# home knife making: monosteel vs cladding



## steelcrimp (Mar 13, 2018)

hey guys! im diving in deeper and deeper in the process of knife making at home. i'm wondering, if i have a bar of 1084 steel that i cut and hammer out, is a form of cladding necessary(or even possible)?


----------



## HRC_64 (Mar 13, 2018)

you need a forge and hot-metal-working tools to laminate (forge weld) a blade with cladding.
the cladding is generally a non-hardening iron/mild-steel which allows you to differentially
harden the core to a core-hardness that would risk blade integrity in a mono-steel
construction. the side benefits are easier to thin laminates for routine maintenance.

whether or not that a laminated construction is desirable or not is really up to you.


----------



## RDalman (Mar 14, 2018)

You don't ever "need" cladding. You can temper for max hardness and have a mono blade that hold up just fine. The cladding allows easier straightening after quench. That's it's biggest merit imo.


----------



## Matus (Mar 14, 2018)

Cladding has its advantages and there are good reasons for Japanese to make san-mai knives, but as Robin said, it is not 'necessary' to make a good knife.


----------



## milkbaby (Mar 15, 2018)

You'll need a forge capable of reaching forge welding temperatures and you'll need to flux your billets to get them to weld. You might find it easier to simply buy pre-laminated steel.

Good 1084 can make a very nice kitchen knife on its own.
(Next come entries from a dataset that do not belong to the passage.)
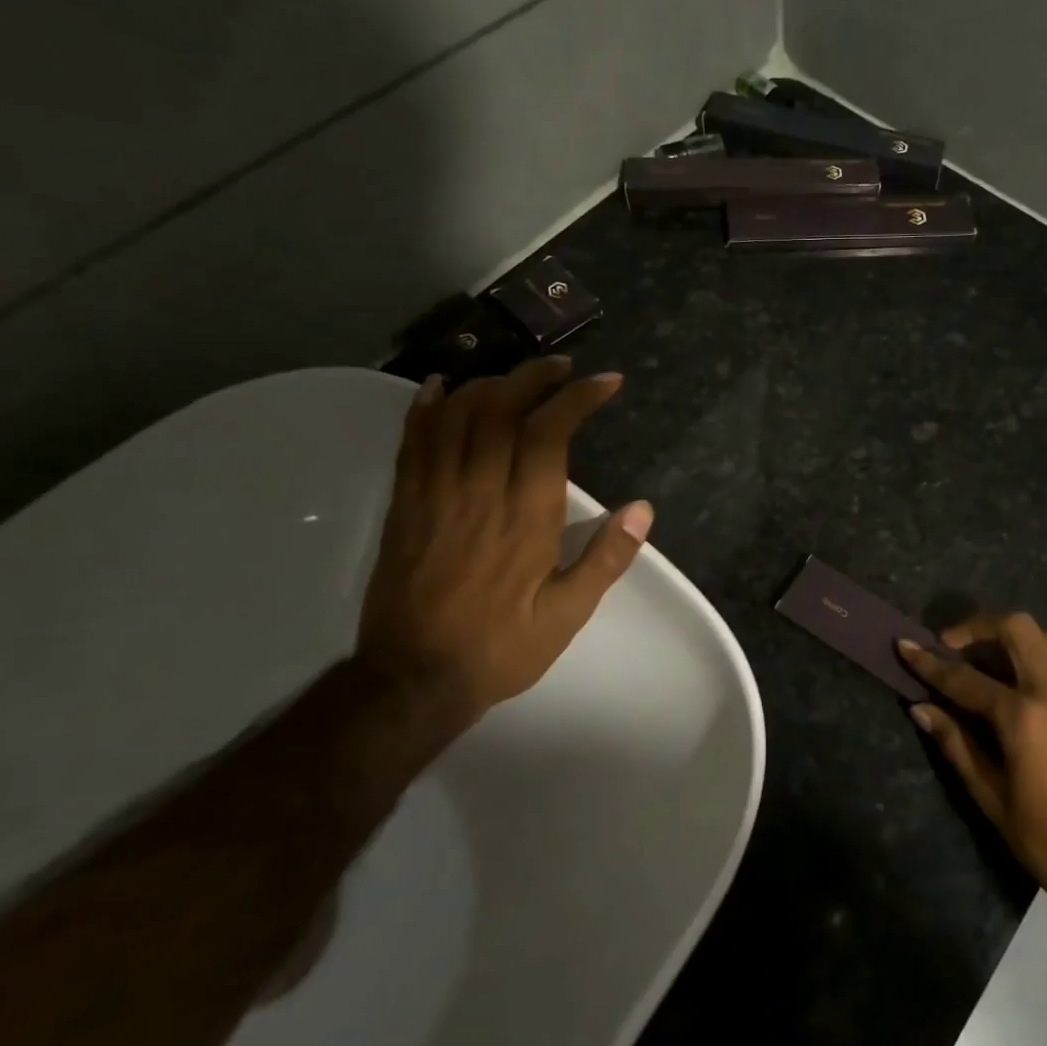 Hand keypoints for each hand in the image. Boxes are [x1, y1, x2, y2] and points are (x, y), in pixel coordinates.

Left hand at [356, 357, 652, 732]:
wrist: (413, 679)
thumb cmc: (501, 647)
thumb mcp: (568, 614)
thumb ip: (606, 558)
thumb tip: (642, 508)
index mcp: (526, 516)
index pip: (550, 433)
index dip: (577, 397)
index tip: (604, 382)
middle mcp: (480, 492)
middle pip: (502, 410)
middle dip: (536, 377)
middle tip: (563, 367)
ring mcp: (435, 495)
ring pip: (458, 417)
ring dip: (490, 384)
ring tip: (517, 376)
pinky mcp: (404, 505)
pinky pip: (413, 442)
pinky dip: (427, 408)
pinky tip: (440, 388)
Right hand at [899, 614, 1046, 910]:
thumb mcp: (991, 797)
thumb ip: (956, 744)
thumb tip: (920, 707)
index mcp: (1024, 718)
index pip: (965, 679)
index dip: (930, 662)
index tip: (904, 645)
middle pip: (1017, 629)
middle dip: (978, 626)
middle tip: (954, 645)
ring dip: (1017, 638)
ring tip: (994, 661)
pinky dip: (1043, 658)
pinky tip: (1027, 686) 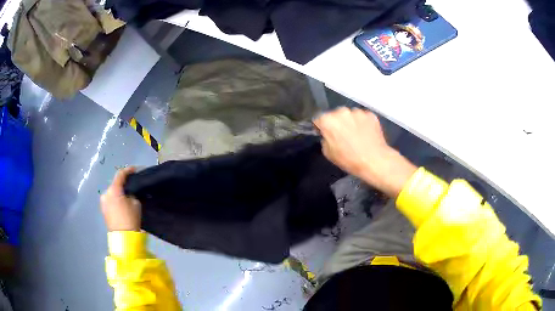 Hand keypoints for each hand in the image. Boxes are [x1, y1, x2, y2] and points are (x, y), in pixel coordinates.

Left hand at [101, 167, 141, 231]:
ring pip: (112, 192)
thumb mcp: (136, 203)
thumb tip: (129, 193)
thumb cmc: (130, 219)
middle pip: (115, 184)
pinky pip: (110, 200)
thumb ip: (131, 194)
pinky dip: (115, 199)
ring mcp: (103, 202)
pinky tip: (121, 203)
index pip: (120, 174)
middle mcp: (106, 193)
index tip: (135, 170)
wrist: (123, 237)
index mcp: (114, 190)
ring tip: (126, 196)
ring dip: (118, 192)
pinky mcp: (103, 210)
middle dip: (123, 184)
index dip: (128, 170)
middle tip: (131, 186)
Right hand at [314, 108, 416, 197]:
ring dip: (351, 122)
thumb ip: (325, 139)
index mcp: (328, 120)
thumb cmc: (349, 159)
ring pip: (350, 115)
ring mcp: (357, 111)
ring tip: (357, 135)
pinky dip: (363, 123)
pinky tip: (366, 134)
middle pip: (335, 115)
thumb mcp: (328, 153)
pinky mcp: (370, 114)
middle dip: (337, 123)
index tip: (326, 134)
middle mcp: (341, 111)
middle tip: (343, 136)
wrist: (375, 160)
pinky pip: (363, 117)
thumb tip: (329, 135)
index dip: (321, 127)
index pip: (319, 120) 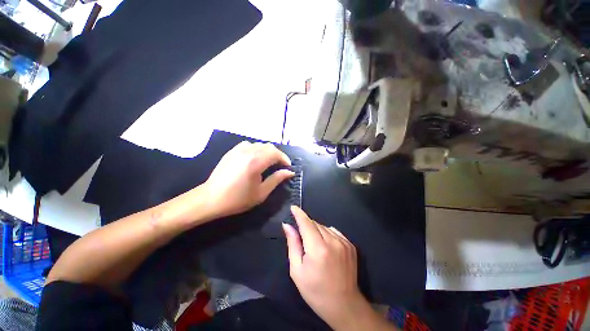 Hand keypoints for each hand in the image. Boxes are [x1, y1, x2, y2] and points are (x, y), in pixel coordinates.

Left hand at [203, 141, 293, 218]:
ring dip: (268, 152)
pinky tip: (255, 159)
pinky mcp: (232, 151)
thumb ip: (277, 179)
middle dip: (278, 155)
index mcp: (255, 162)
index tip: (288, 167)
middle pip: (269, 146)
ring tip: (269, 162)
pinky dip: (256, 149)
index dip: (284, 159)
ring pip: (259, 144)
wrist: (211, 199)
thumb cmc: (238, 199)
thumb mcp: (261, 192)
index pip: (276, 153)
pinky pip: (249, 145)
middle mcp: (247, 151)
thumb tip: (289, 172)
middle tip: (280, 166)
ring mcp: (238, 149)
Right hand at [283, 206, 368, 329]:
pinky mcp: (350, 245)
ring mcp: (344, 242)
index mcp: (318, 249)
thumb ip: (293, 244)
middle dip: (306, 226)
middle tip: (302, 238)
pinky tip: (326, 246)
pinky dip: (327, 234)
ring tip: (314, 246)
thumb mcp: (297, 270)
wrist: (343, 304)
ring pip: (325, 227)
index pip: (306, 223)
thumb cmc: (315, 290)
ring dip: (317, 230)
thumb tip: (287, 225)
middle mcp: (333, 241)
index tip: (293, 207)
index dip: (299, 214)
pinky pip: (334, 232)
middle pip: (315, 224)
I've bought 1084 from a good source in 0.125" thick stock and didn't have problems warping. I've fixed other carbon steel warp by counterbending in clamps during tempering, should work fine with 1084 as well.

You can differentially harden your 1084 by either edge quenching or claying the spine. But even non-differentially hardened monosteel 1084 should be fine a kitchen knife. It's more an issue with swords as it's preferable to have a sword blade be tough and simply bend and be somewhat useful rather than the blade shatter or break and be useless. You're not going to be treating a kitchen knife in the same manner, so it's not a big deal. If you run your 1084 at HRc 63-64 it's not going to shatter but the edge may be a little chippy, something that wouldn't be changed by cladding anyhow.
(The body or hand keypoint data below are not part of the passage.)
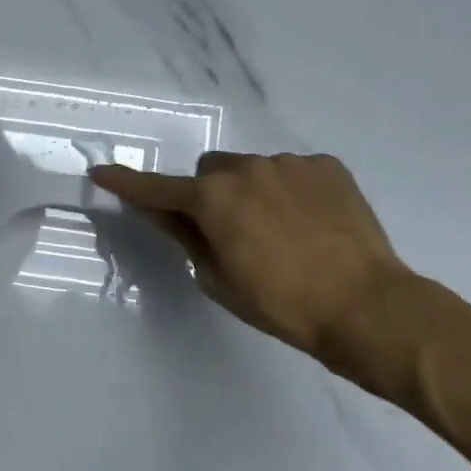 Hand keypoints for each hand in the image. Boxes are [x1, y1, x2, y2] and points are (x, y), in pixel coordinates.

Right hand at [89, 153, 409, 371]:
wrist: (369, 307)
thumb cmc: (282, 304)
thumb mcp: (219, 279)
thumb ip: (186, 237)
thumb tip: (163, 212)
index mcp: (212, 198)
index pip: (156, 188)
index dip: (126, 183)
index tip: (101, 172)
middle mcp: (246, 168)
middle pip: (209, 173)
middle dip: (209, 195)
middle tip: (230, 232)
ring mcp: (289, 163)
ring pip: (251, 169)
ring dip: (251, 191)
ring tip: (281, 232)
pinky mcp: (327, 166)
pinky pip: (292, 171)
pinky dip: (289, 191)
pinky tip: (311, 223) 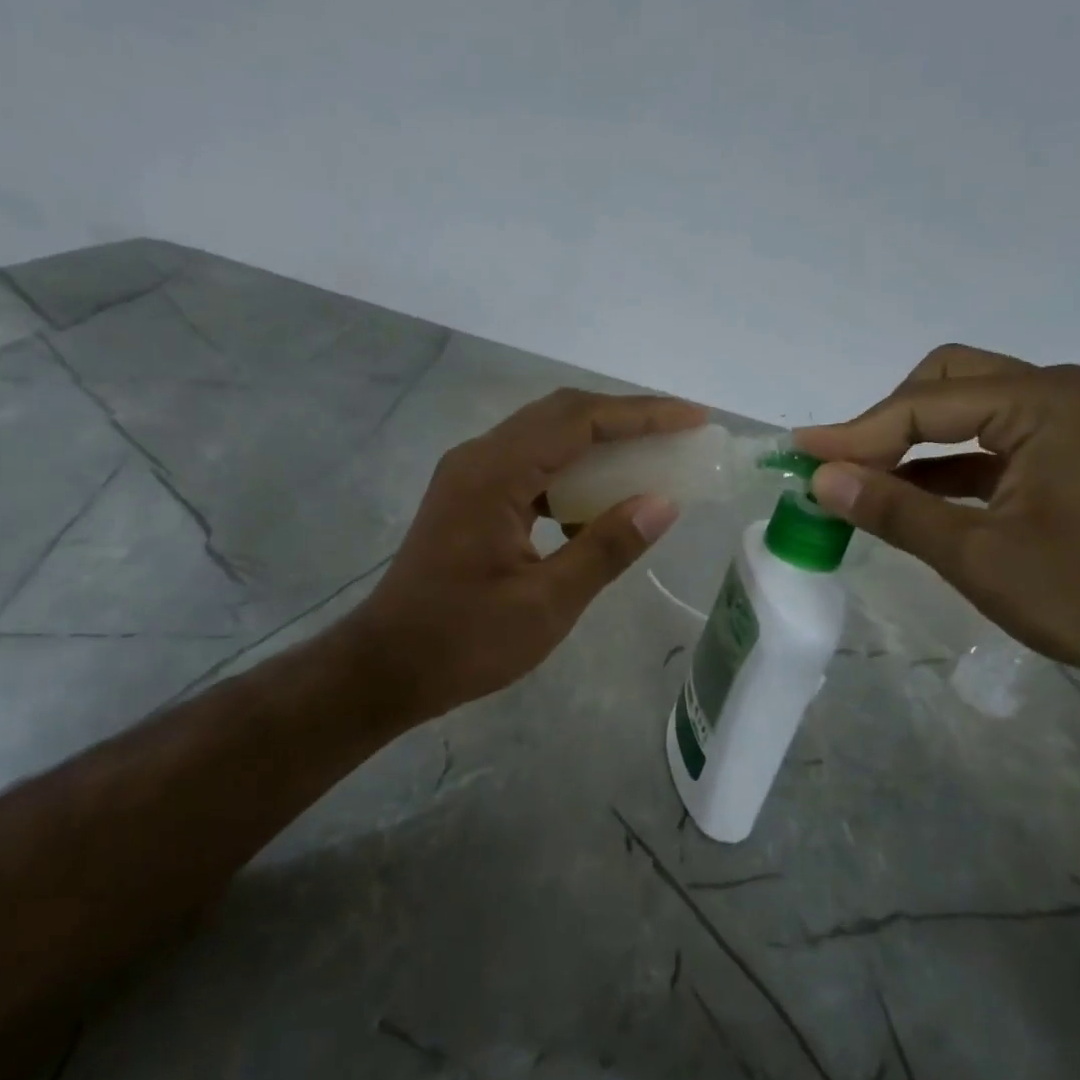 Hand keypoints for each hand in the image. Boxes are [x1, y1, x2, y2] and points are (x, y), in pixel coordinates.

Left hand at [348, 388, 702, 722]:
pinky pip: (528, 464)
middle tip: (678, 433)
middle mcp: (478, 458)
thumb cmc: (464, 641)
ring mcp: (468, 475)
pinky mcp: (468, 496)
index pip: (579, 420)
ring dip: (597, 441)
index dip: (641, 415)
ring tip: (649, 459)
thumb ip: (606, 547)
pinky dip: (570, 470)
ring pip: (544, 435)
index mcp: (494, 474)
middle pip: (561, 414)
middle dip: (624, 418)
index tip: (692, 419)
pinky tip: (597, 502)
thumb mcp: (547, 603)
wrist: (387, 665)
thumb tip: (663, 502)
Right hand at [795, 345, 1079, 700]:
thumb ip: (892, 508)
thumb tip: (819, 478)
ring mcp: (1076, 422)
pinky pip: (994, 441)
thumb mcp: (975, 554)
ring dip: (914, 442)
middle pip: (948, 382)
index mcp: (1047, 403)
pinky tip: (912, 495)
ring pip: (970, 409)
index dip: (856, 431)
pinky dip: (948, 463)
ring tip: (864, 481)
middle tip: (842, 465)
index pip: (925, 404)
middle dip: (887, 421)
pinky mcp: (1076, 454)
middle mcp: (1064, 394)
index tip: (800, 453)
Edited to add: One advantage of cladding is if you clad a carbon core with a stainless cladding. That can make for easier maintenance as the cladding will be stain resistant.


----------



## Kippington (Mar 15, 2018)

As the others have said: cladding is possible, but not necessary.

I dunno how many of you have tried it, but forge welding by hand is a b1tch. I need a hotter forge... Screw you bastards that make it look easy!


----------



## steelcrimp (Mar 15, 2018)

I just recently found out about the steel bars that already come in san-mai construction. Cool, so the cladding is not necessary but there are definitely benefits from it. Thanks for clearing this up for me guys!


----------